そのため一般の人から「パソコンの調子がおかしいからちょっと見てくれないか」と言われ、調べてみるも結局原因が分からずにがっかりされる場面もあったりします。今回はSEのコンピュータに対する知見について、ご説明したいと思います。

コンピュータそのものよりも使うことが得意

今のシステムエンジニアと呼ばれる人たちは、コンピュータそのものよりも「コンピュータを使うことが得意」と思ってもらったほうがよいかもしれません。

例えば作業効率化のためのショートカットキーは一般の人よりも使えますし、インターネットでの検索の仕方やワードやエクセルといったオフィス製品の使い方も心得ています。なによりプログラミングに関してはエンジニアの専売特許です。

しかしコンピュータそのものについては、一般の人以下とまでは言いませんが、知識の乏しいエンジニアが多いです。もし「コンピュータを自分で組み立てよ」という指令があったとしても、どんな部品を集めてよいのか分からないと答えるエンジニアがいることも事実です。

そのほかネットワークまわりや、OS・ミドルウェアあたりなんかも、よく分からないままコンピュータを使っているエンジニアは多数います。

コンピュータを知らなくてもSEとしての仕事はできる

なぜコンピュータそのものの知識が乏しいのかと言うと、それを知らなくてもSEとしての仕事ができてしまうからです。

システム開発の中でも最上流工程である要件定義などで、開発言語の選定やシステムの機器構成から決めていくことをしなければ、あとは開発環境さえあれば仕事ができてしまいます。その開発環境でさえ、現場に入った時点で既にセットアップされていれば、ますます自分で覚えてどうにかしようという気持ちもなくなります。

パソコンにしても今はノートPCの性能も高くなっていますし、OSも既にインストールされた状態で販売されています。メモリも性能が高いため、不足して部品を取り替えることも無ければ、ドライブのパーティションを自ら分割することもありません。

あまりコンピュータそのものの動きを意識する必要が無いため、自然とコンピュータそのものを知る機会がなくなっているのです。

昔のSEはコンピュータに詳しい人も多かった

昔のシステムエンジニアはコンピュータに詳しい人も多かったです。と言うのも、先に説明したように現在ほどコンピュータの性能も良くなかったため、負荷のかかる作業を実行したければ、自分でマシンをカスタマイズしていくしかなかったからです。

そうしていくうちに、機器構成はもとより、OSやミドルウェアのようなコンピュータが動作する根幹の部分まで知見を広げていくことができました。

システム開発のための技術はどんどん進歩しているため、それにつれて今のSEはスキルレベルも高くなっているのですが、かつてのSEにあって今のSEに無いものは、コンピュータそのものの知識といったところでしょうか。

ハードやネットワークまわりも詳しくなっておくとよい

コンピュータを知らなくてもSEとしての仕事を遂行できるとは言え、やはりSEたるものハードやネットワークまわりにも詳しくなっておくと、何かと重宝されます。

例えばお客様と会話をしていると、必ずしも提供しているシステムに対しての質問が飛んでくるとは限りません。

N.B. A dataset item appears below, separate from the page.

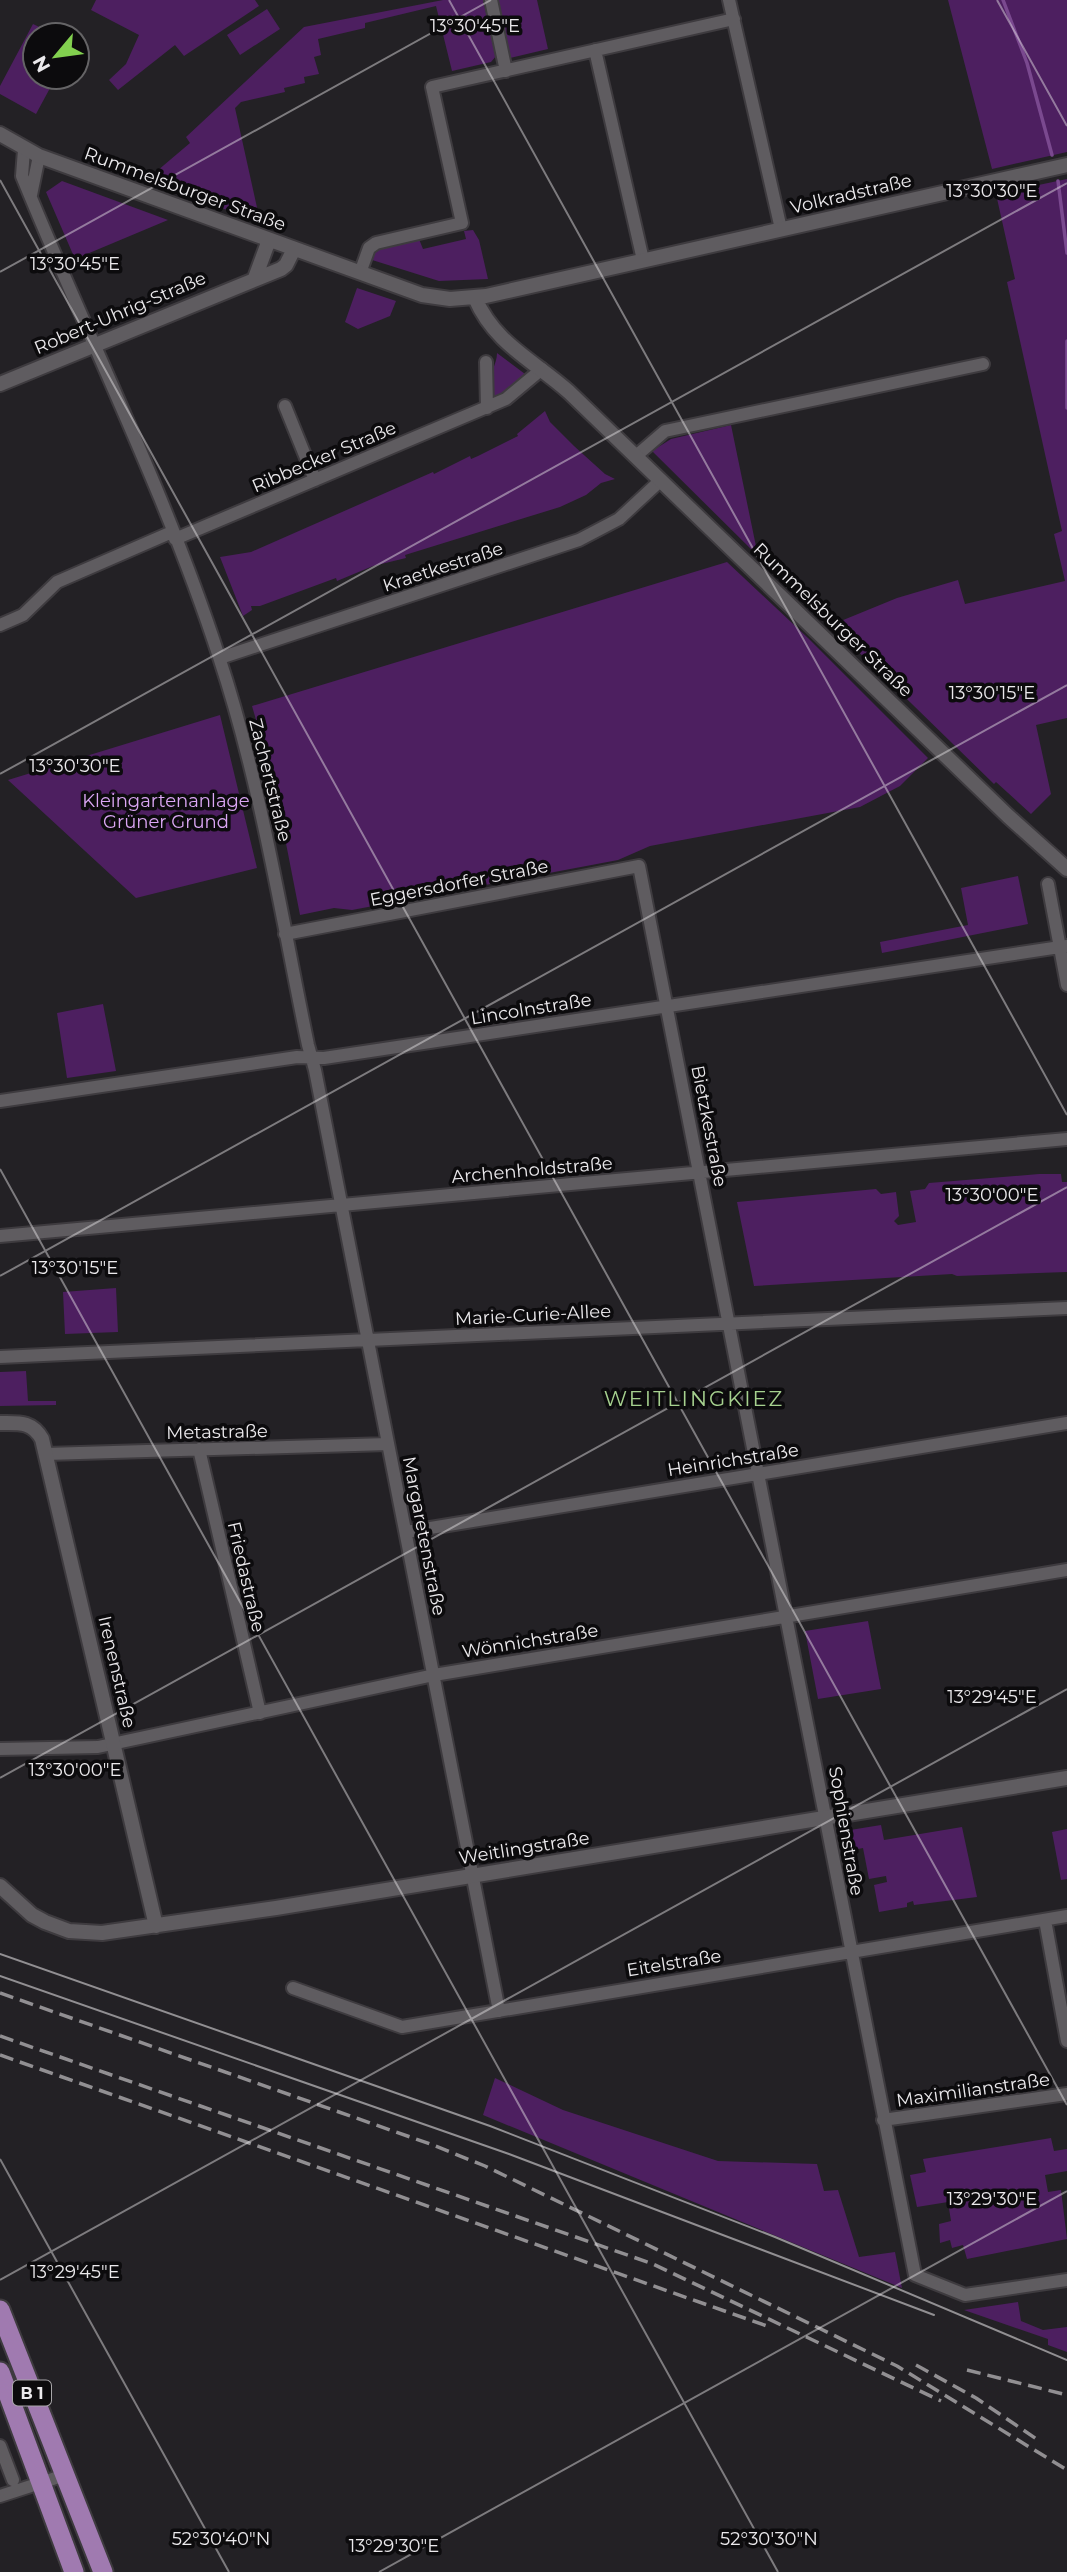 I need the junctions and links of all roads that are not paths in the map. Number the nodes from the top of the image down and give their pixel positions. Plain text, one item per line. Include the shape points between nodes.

もし「システムが起動しない」というトラブルが発生すれば、システム自体に不具合があるかもしれませんが、お客様が使われているPCのハード面だったり、ネットワーク環境が原因の可能性もあります。

そうしたときにコンピュータの知識が豊富であればあるほど、トラブルを迅速に解決することが可能になります。

またSEであるのに、コンピュータ関係の質問に対して「分かりません」と答えるのは少々恥ずかしい気もします。システムまわり以外の質問にもスマートに回答できるようになると、お客様から「あの人に聞けば大丈夫」と思われ、信頼関係を構築するのにも役立ちます。

さらに開発チームのメンバー間でも、インフラまわりの知識が豊富だと、頼りにされる機会も多くなります。頼りにされる機会が多くなるということは、エンジニアとして評価されることにつながります。

「システム開発だけできればいい」ではなく、さまざまな知識をつけていく努力を怠らないようにしましょう。

おわりに

「コンピュータを使うのは得意だが、コンピュータそのものは苦手」というのが、今のシステムエンジニアに見られる傾向でしょう。誤解を避けるために追記しておきますが、もちろん全てのエンジニアがそうではなく、一部にはコンピュータに精通しているエンジニアがいることも確かです。

しかしエンジニアとして活躍の場を広げるためにも、またお客様との信頼関係を築くためにも、コンピュータそのものの知識も蓄えておくとよいでしょう。